EXERCISE DIRECTIONS
Filter the lines below, copying only those with the string "roads".

|---|

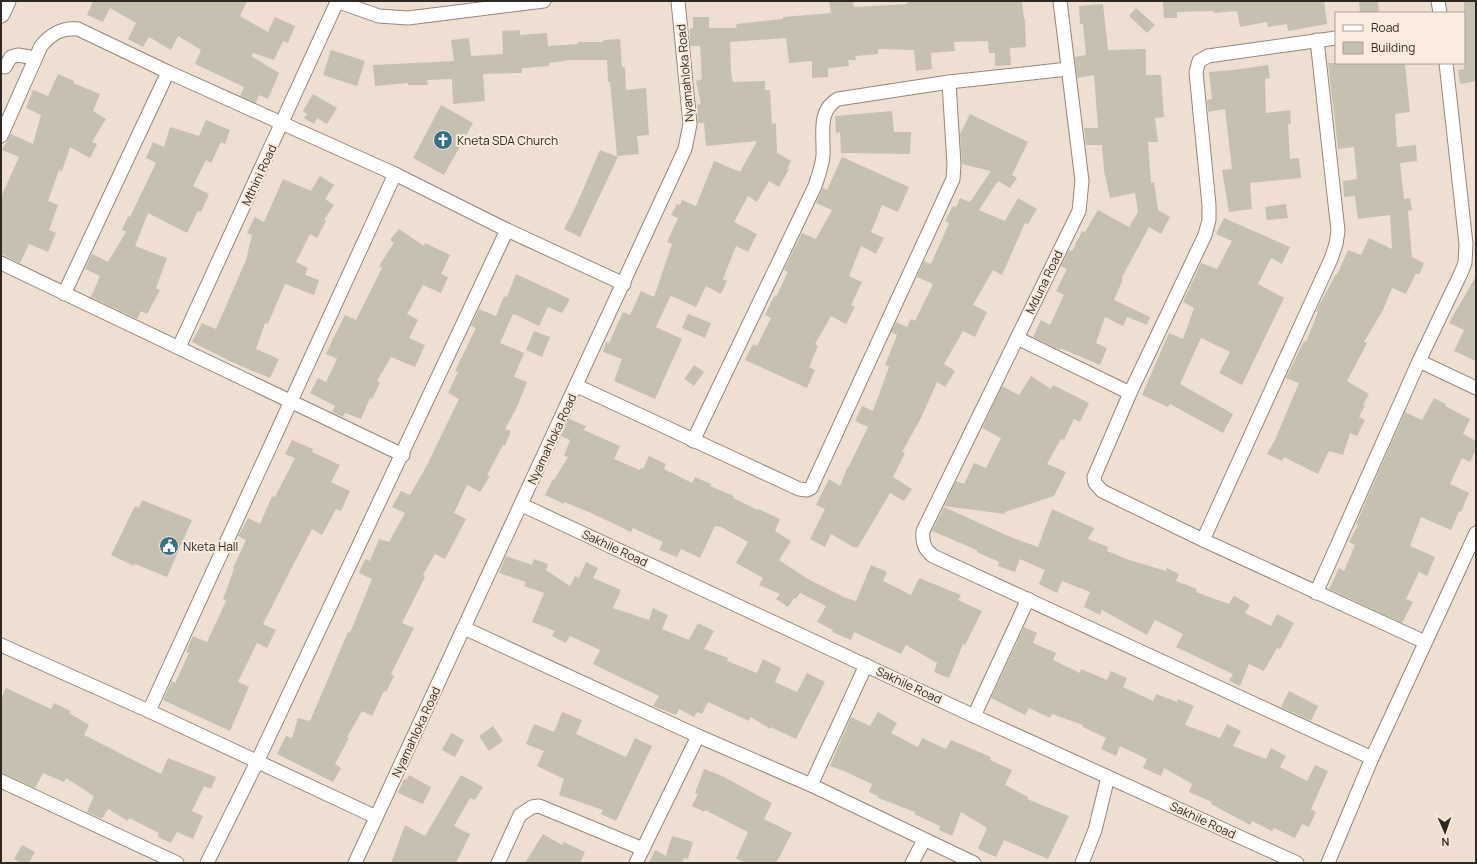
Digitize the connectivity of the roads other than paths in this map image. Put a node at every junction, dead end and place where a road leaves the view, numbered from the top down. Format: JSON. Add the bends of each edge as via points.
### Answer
{"nodes":[{"id":1,"x":7,"y":1,"type":"edge"},
{"id":2,"x":337,"y":1,"type":"edge"},
{"id":3,"x":544,"y":1,"type":"edge"},
{"id":4,"x":678,"y":1,"type":"edge"},
{"id":5,"x":1060,"y":1,"type":"edge"},
{"id":6,"x":1438,"y":1,"type":"edge"},
{"id":7,"x":1440,"y":12,"type":"edge"},
{"id":8,"x":1,"y":14,"type":"edge"},
{"id":9,"x":1335,"y":38,"type":"edge"},
{"id":10,"x":1317,"y":40,"type":"junction"},
{"id":11,"x":35,"y":58,"type":"junction"},
{"id":12,"x":1446,"y":64,"type":"edge"},
{"id":13,"x":3,"y":66,"type":"edge"},
{"id":14,"x":1068,"y":69,"type":"junction"},
{"id":15,"x":168,"y":72,"type":"junction"},
{"id":16,"x":26,"y":77,"type":"junction"},
{"id":17,"x":949,"y":82,"type":"junction"},
{"id":18,"x":284,"y":122,"type":"junction"},
{"id":19,"x":1,"y":136,"type":"edge"},
{"id":20,"x":395,"y":174,"type":"junction"},
{"id":21,"x":507,"y":230,"type":"junction"},
{"id":22,"x":1,"y":263,"type":"edge"},
{"id":23,"x":624,"y":284,"type":"junction"},
{"id":24,"x":64,"y":294,"type":"junction"},
{"id":25,"x":1017,"y":338,"type":"junction"},
{"id":26,"x":180,"y":347,"type":"junction"},
{"id":27,"x":1418,"y":361,"type":"junction"},
{"id":28,"x":577,"y":386,"type":"junction"},
{"id":29,"x":1476,"y":388,"type":"edge"},
{"id":30,"x":1130,"y":393,"type":"junction"},
{"id":31,"x":291,"y":400,"type":"junction"},
{"id":32,"x":693,"y":441,"type":"junction"},
{"id":33,"x":403,"y":455,"type":"junction"},
{"id":34,"x":522,"y":504,"type":"junction"},
{"id":35,"x":1476,"y":533,"type":"edge"},
{"id":36,"x":1203,"y":540,"type":"junction"},
{"id":37,"x":1316,"y":593,"type":"junction"},
{"id":38,"x":1028,"y":599,"type":"junction"},
{"id":39,"x":464,"y":628,"type":"junction"},
{"id":40,"x":1425,"y":642,"type":"junction"},
{"id":41,"x":1,"y":645,"type":"edge"},
{"id":42,"x":866,"y":665,"type":"junction"},
{"id":43,"x":149,"y":711,"type":"junction"},
{"id":44,"x":974,"y":716,"type":"junction"},
{"id":45,"x":698,"y":736,"type":"junction"},
{"id":46,"x":1372,"y":758,"type":"junction"},
{"id":47,"x":258,"y":762,"type":"junction"},
{"id":48,"x":1108,"y":777,"type":"junction"},
{"id":49,"x":1,"y":781,"type":"edge"},
{"id":50,"x":811,"y":785,"type":"junction"},
{"id":51,"x":376,"y":818,"type":"junction"},
{"id":52,"x":924,"y":840,"type":"junction"},
{"id":53,"x":643,"y":849,"type":"junction"},
{"id":54,"x":177,"y":863,"type":"edge"},
{"id":55,"x":207,"y":863,"type":"edge"},
{"id":56,"x":355,"y":863,"type":"edge"},
{"id":57,"x":498,"y":863,"type":"edge"},
{"id":58,"x":636,"y":863,"type":"edge"},
{"id":59,"x":912,"y":863,"type":"edge"},
{"id":60,"x":974,"y":863,"type":"edge"},
{"id":61,"x":1082,"y":863,"type":"edge"},
{"id":62,"x":1297,"y":863,"type":"edge"},
{"id":63,"x":1328,"y":863,"type":"edge"}],
"edges":[{"from":1,"to":8,"type":"street"},
{"from":2,"to":3,"type":"street","via":[[379,16],[408,18]]},
{"from":2,"to":18,"type":"street","name":"Mthini Road"},
{"from":4,"to":23,"type":"street","name":"Nyamahloka Road","via":[[690,124],[689,138]]},
{"from":5,"to":14,"type":"street","name":"Mduna Road"},
{"from":6,"to":7,"type":"street"},
{"from":9,"to":10,"type":"street"},
{"from":10,"to":30,"type":"street","via":[[1208,56],[1199,61],[1196,72],[1209,220],[1205,236]]},
{"from":10,"to":36,"type":"street","via":[[1338,231],[1336,244]]},
{"from":11,"to":13,"type":"street","via":[[18,54],[11,57]]},
{"from":11,"to":15,"type":"street","via":[[48,37],[69,28],[84,30]]},
{"from":11,"to":16,"type":"street"},
{"from":12,"to":27,"type":"street","via":[[1466,253],[1461,272]]},
{"from":13,"to":16,"type":"street"},
{"from":14,"to":17,"type":"street"},
{"from":14,"to":25,"type":"street","name":"Mduna Road","via":[[1082,181],[1079,210]]},
{"from":15,"to":18,"type":"street"},
{"from":15,"to":24,"type":"street"},
{"from":16,"to":19,"type":"street"},
{"from":17,"to":32,"type":"street","via":[[838,98],[827,108],[823,122],[823,157],[815,186]]},
{"from":17,"to":32,"type":"street","via":[[953,179],[814,485],[807,490],[799,489]]},
{"from":18,"to":20,"type":"street"},
{"from":18,"to":26,"type":"street","name":"Mthini Road"},
{"from":20,"to":21,"type":"street"},
{"from":20,"to":31,"type":"street"},
{"from":21,"to":23,"type":"street"},
{"from":21,"to":33,"type":"street"},
{"from":22,"to":24,"type":"street"},
{"from":23,"to":28,"type":"street","name":"Nyamahloka Road"},
{"from":24,"to":26,"type":"street"},
{"from":25,"to":30,"type":"street"},
{"from":25,"to":38,"type":"street","name":"Mduna Road","via":[[923,531],[923,544],[933,556]]},
{"from":26,"to":31,"type":"street"},
{"from":27,"to":29,"type":"street"},
{"from":27,"to":37,"type":"street"},
{"from":28,"to":32,"type":"street"},
{"from":28,"to":34,"type":"street","name":"Nyamahloka Road"},
{"from":30,"to":36,"type":"street","via":[[1095,471],[1095,483],[1102,491]]},
{"from":31,"to":33,"type":"street"},
{"from":31,"to":43,"type":"street"},
{"from":33,"to":47,"type":"street"},
{"from":34,"to":39,"type":"street","name":"Nyamahloka Road"},
{"from":34,"to":42,"type":"street","name":"Sakhile Road"},
{"from":35,"to":40,"type":"street"},
{"from":36,"to":37,"type":"street"},
{"from":37,"to":40,"type":"street"},
{"from":38,"to":44,"type":"street"},
{"from":38,"to":46,"type":"street"},
{"from":39,"to":45,"type":"street"},
{"from":39,"to":51,"type":"street","name":"Nyamahloka Road"},
{"from":40,"to":46,"type":"street"},
{"from":41,"to":43,"type":"street"},
{"from":42,"to":44,"type":"street","name":"Sakhile Road"},
{"from":42,"to":50,"type":"street"},
{"from":43,"to":47,"type":"street"},
{"from":44,"to":48,"type":"street","name":"Sakhile Road"},
{"from":45,"to":50,"type":"street"},
{"from":45,"to":53,"type":"street"},
{"from":46,"to":63,"type":"street"},
{"from":47,"to":51,"type":"street"},
{"from":47,"to":55,"type":"street"},
{"from":48,"to":61,"type":"street","via":[[1091,845]]},
{"from":48,"to":62,"type":"street","name":"Sakhile Road"},
{"from":49,"to":54,"type":"street"},
{"from":50,"to":52,"type":"street"},
{"from":51,"to":56,"type":"street","name":"Nyamahloka Road"},
{"from":52,"to":59,"type":"street"},
{"from":52,"to":60,"type":"street"},
{"from":53,"to":57,"type":"street","via":[[539,806],[532,806],[520,815]]},
{"from":53,"to":58,"type":"street"}]}
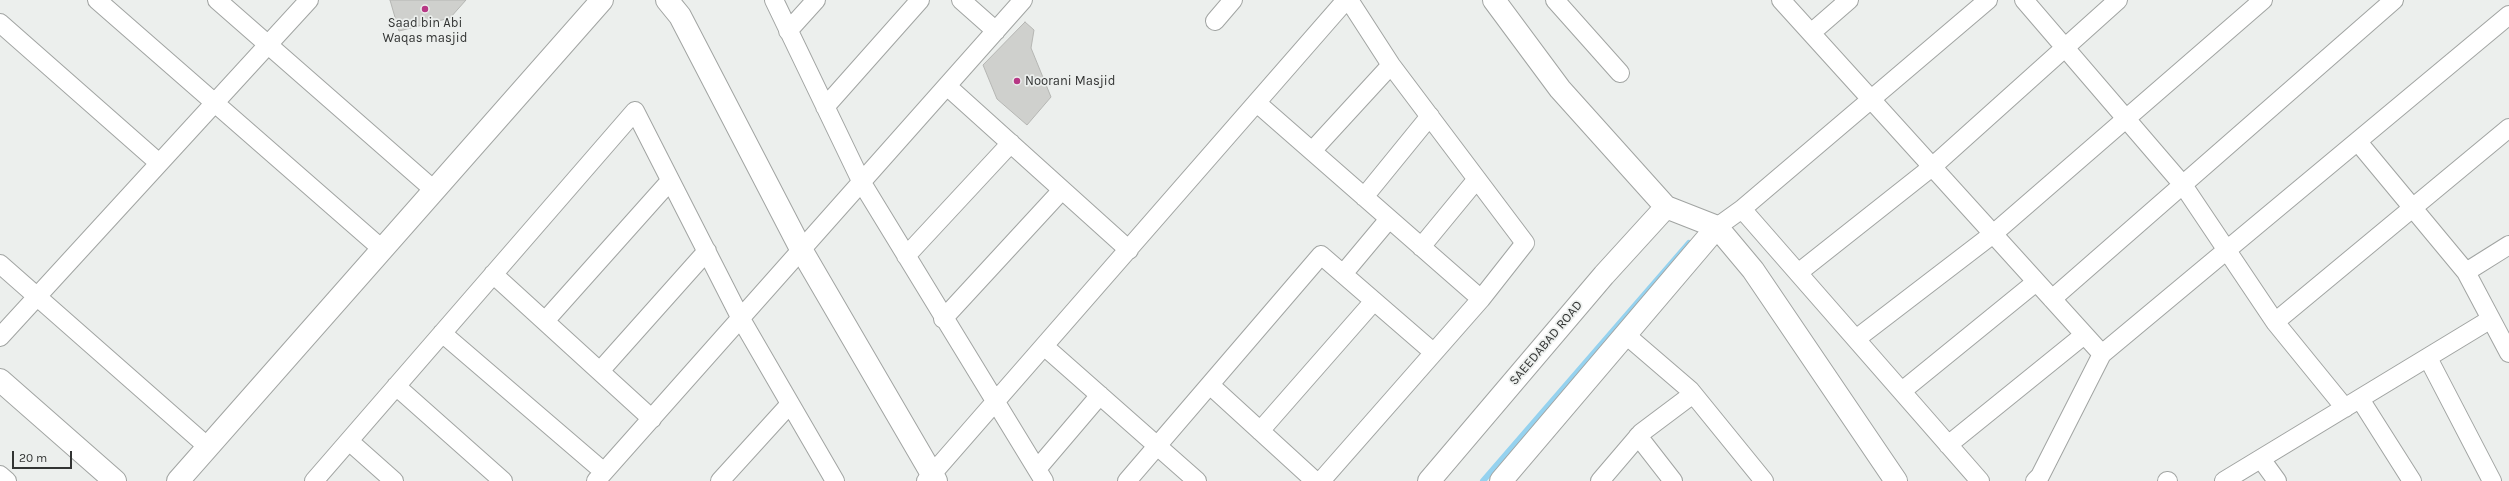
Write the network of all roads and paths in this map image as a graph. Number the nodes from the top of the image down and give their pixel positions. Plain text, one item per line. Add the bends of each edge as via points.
1 (96, 0) edge
2 (217, 0) edge
3 (309, 0) edge
4 (602, 0) edge
5 (667, 0) edge
6 (774, 0) edge
7 (816, 0) edge
8 (920, 0) edge
9 (961, 0) edge
10 (1023, 0) edge
11 (1233, 0) edge
12 (1348, 0) edge
13 (1494, 0) edge
14 (1555, 0) edge
15 (1781, 0) edge
16 (1849, 0) edge
17 (1988, 0) edge
18 (2024, 0) edge
19 (2118, 0) edge
20 (2263, 0) edge
21 (2394, 0) edge
22 (2509, 15) edge
23 (1215, 21) dead end
24 (0, 23) edge
25 (788, 31) junction
26 (996, 31) junction
27 (1811, 33) junction
28 (268, 45) junction
29 (2065, 47) junction
30 (1390, 65) junction
31 (1620, 73) dead end
32 (947, 86) junction
33 (1871, 100) junction
34 (215, 103) junction
35 (1257, 103) junction
36 (825, 107) junction
37 (1430, 116) junction
38 (2126, 119) junction
39 (2509, 128) edge
40 (2358, 142) junction
41 (1011, 143) junction
42 (1312, 151) junction
43 (159, 163) junction
44 (1932, 167) junction
45 (1477, 179) junction
46 (670, 181) junction
47 (862, 183) junction
48 (2183, 184) junction
49 (434, 190) junction
50 (1062, 190) junction
51 (1364, 197) junction
52 (1666, 207) junction
53 (2413, 208) junction
54 (1742, 209) junction
55 (1389, 219) junction
56 (1717, 227) junction
57 (1993, 234) junction
58 (2509, 245) edge
59 (1421, 247) junction
60 (382, 249) junction
61 (1129, 250) junction
62 (2227, 250) junction
63 (707, 251) junction
64 (802, 251) junction
65 (906, 256) junction
66 (0, 264) edge
67 (2466, 272) junction
68 (1798, 273) junction
69 (493, 274) junction
70 (1343, 274) junction
71 (2036, 282) junction
72 (36, 297) junction
73 (1481, 299) junction
74 (2052, 299) junction
75 (1374, 301) junction
76 (741, 319) junction
77 (2491, 319) junction
78 (943, 320) junction
79 (545, 321) junction
80 (2275, 322) junction
81 (442, 333) junction
82 (1626, 335) junction
83 (2084, 335) junction
84 (0, 336) edge
85 (1856, 339) junction
86 (1044, 346) junction
87 (1433, 352) junction
88 (2509, 353) edge
89 (2102, 354) junction
90 (2428, 358) junction
91 (600, 371) junction
92 (0, 380) edge
93 (1210, 385) junction
94 (396, 386) junction
95 (1902, 391) junction
96 (1693, 394) junction
97 (1100, 395) junction
98 (996, 402) junction
99 (2353, 403) junction
100 (790, 404) junction
101 (652, 418) junction
102 (1260, 431) junction
103 (1638, 436) junction
104 (349, 441) junction
105 (1948, 445) junction
106 (1158, 446) junction
107 (208, 447) junction
108 (2261, 458) junction
109 (0, 475) edge
110 (1040, 475) edge
111 (600, 476) edge
112 (830, 479) edge
113 (931, 479) edge
114 (7, 481) edge
115 (115, 481) edge
116 (178, 481) edge
117 (314, 481) edge
118 (394, 481) edge
119 (503, 481) edge
120 (720, 481) edge
121 (1127, 481) edge
122 (1197, 481) edge
123 (1315, 481) edge
124 (1321, 481) edge
125 (1429, 481) edge
126 (1501, 481) edge
127 (1600, 481) edge
128 (1673, 481) edge
129 (1764, 481) edge
130 (1896, 481) edge
131 (1980, 481) edge
132 (2034, 481) edge
133 (2224, 481) edge
134 (2277, 481) edge
135 (2412, 481) edge
136 (2492, 481) edge

1 - 34 street
2 - 28 street
3 - 28 street
4 - 49 street
5 - 64 street via 680,16
6 - 25 street
7 - 25 street
8 - 36 street
9 - 26 street
10 - 26 street
11 - 23 street
12 - 30 street
12 - 35 street
13 - 52 street via 1560,89
14 - 31 street
15 - 27 street
16 - 27 street
17 - 33 street
18 - 29 street
19 - 29 street
20 - 38 street
21 - 48 street
22 - 40 street
24 - 43 street
25 - 36 street
26 - 32 street
27 - 33 street
28 - 34 street
28 - 49 street
29 - 38 street
29 - 44 street
30 - 37 street
30 - 42 street
32 - 41 street
32 - 47 street
33 - 44 street
33 - 54 street
34 - 43 street
34 - 60 street
35 - 42 street
35 - 61 street
36 - 47 street
37 - 45 street
37 - 51 street
38 - 48 street
38 - 57 street
39 - 53 street
40 - 53 street
40 - 62 street
41 - 50 street
41 - 65 street
42 - 51 street
43 - 72 street
44 - 57 street
44 - 68 street
45 - 59 street
45 - 73 street via 1525,243
46 - 63 street
46 - 69 street via 635,111
46 - 79 street
47 - 64 street
47 - 65 street
48 - 62 street
48 - 74 street
49 - 60 street
50 - 61 street
50 - 78 street
51 - 55 street
52 - 56 street
52 - 125 street, SAEEDABAD ROAD via 1599,281
53 - 67 street
53 - 80 street
54 - 56 street
54 - 68 street
55 - 59 street
55 - 70 street
56 - 82 street
56 - 130 street via 1753,270
57 - 71 street
57 - 85 street
58 - 67 street
59 - 73 street
60 - 107 street
61 - 86 street
62 - 80 street
62 - 89 street
63 - 76 street
63 - 91 street
64 - 76 street
64 - 113 street
65 - 78 street
66 - 72 street
67 - 77 street
68 - 85 street
69 - 79 street
69 - 81 street
70 - 75 street
70 - 93 street via 1322,255
71 - 74 street
71 - 95 street
72 - 84 street
72 - 107 street
73 - 87 street
74 - 83 street
75 - 87 street
75 - 102 street
76 - 100 street
76 - 101 street
77 - 88 street
77 - 90 street
78 - 98 street
79 - 91 street
80 - 99 street
81 - 94 street
81 - 111 street
82 - 96 street
82 - 126 street
83 - 89 street
83 - 105 street
85 - 95 street
86 - 97 street
86 - 98 street
87 - 124 street
89 - 132 street via 2040,476
90 - 99 street
90 - 136 street
91 - 101 street
92 - 115 street
93 - 102 street
93 - 106 street
94 - 104 street
94 - 119 street
95 - 105 street
96 - 103 street
96 - 129 street
97 - 106 street
97 - 110 street
98 - 110 street
98 - 113 street
99 - 108 street
99 - 135 street
100 - 112 street
100 - 120 street
101 - 111 street
102 - 123 street
103 - 127 street
103 - 128 street
104 - 117 street
104 - 118 street
105 - 131 street
106 - 121 street
106 - 122 street
107 - 116 street
108 - 133 street
108 - 134 street
109 - 114 street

|---|

RESPONSE TO THIS TASK
Digitize the connectivity of the roads other than paths in this map image. Put a node at every junction, dead end and place where a road leaves the view, numbered from the top down. Format: JSON. Add the bends of each edge as via points.
Write the network of all roads and paths in this map image as a graph. Number the nodes from the top of the image down and give their pixel positions. Plain text, one item per line. Add the bends of each edge as via points.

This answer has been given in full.